Bärbel Kofler, Federal Government Commissioner for Human Rights Policy and Humanitarian Aid at the Federal Foreign Office, issued the following statement today (22 March 2017) to mark World Water Day:
80 percent of the waste water produced around the world flows back into the ecosystem untreated. Diseases such as cholera, dysentery, typhoid fever and polio, which still cause many fatalities every year, can to a large extent be attributed to dirty drinking water and poor sanitation.
Waste water which has been thoroughly treated is both an affordable and sustainable source of water and energy, as well as nutrients and recyclable materials, that we can no longer do without. Too little use is still made of this resource.

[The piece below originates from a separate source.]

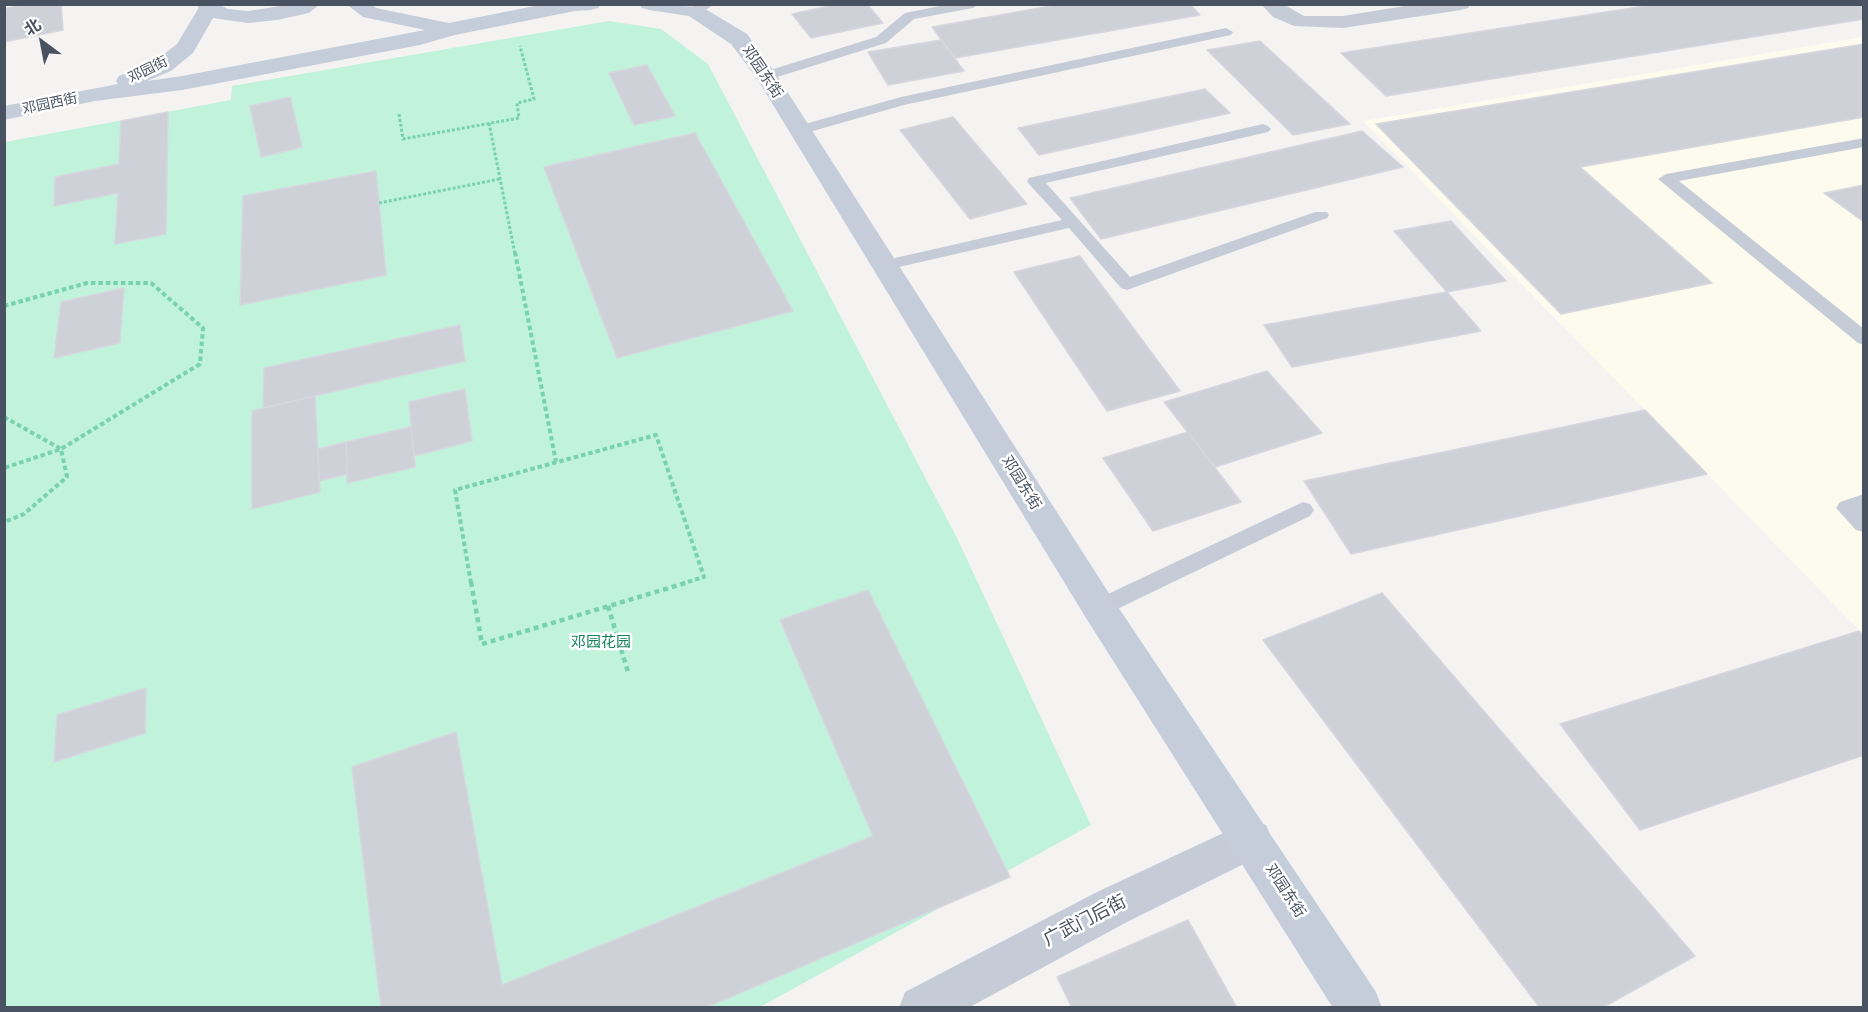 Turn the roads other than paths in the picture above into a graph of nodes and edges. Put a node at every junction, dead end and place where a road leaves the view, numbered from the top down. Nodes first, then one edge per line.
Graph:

Since 2008, Germany has been engaged in international efforts to achieve the recognition of a human right to clean drinking water and basic sanitation. In 2010, the United Nations General Assembly for the first time passed a resolution that officially recognises a human right to safe and clean drinking water and sanitation. Together with Spain, Germany has every two years introduced resolutions in the Human Rights Council and the General Assembly that aim to further strengthen and implement these rights. The Federal Government supports the work of the Special Rapporteur on the human rights to safe drinking water and sanitation, Léo Heller, in order to raise the profile of human rights. Furthermore, the Federal Government supports plans to improve the efficiency of the global water architecture, as part of a forward-looking foreign policy that can identify and defuse at an early stage conflicts that arise also due to ever scarcer resources.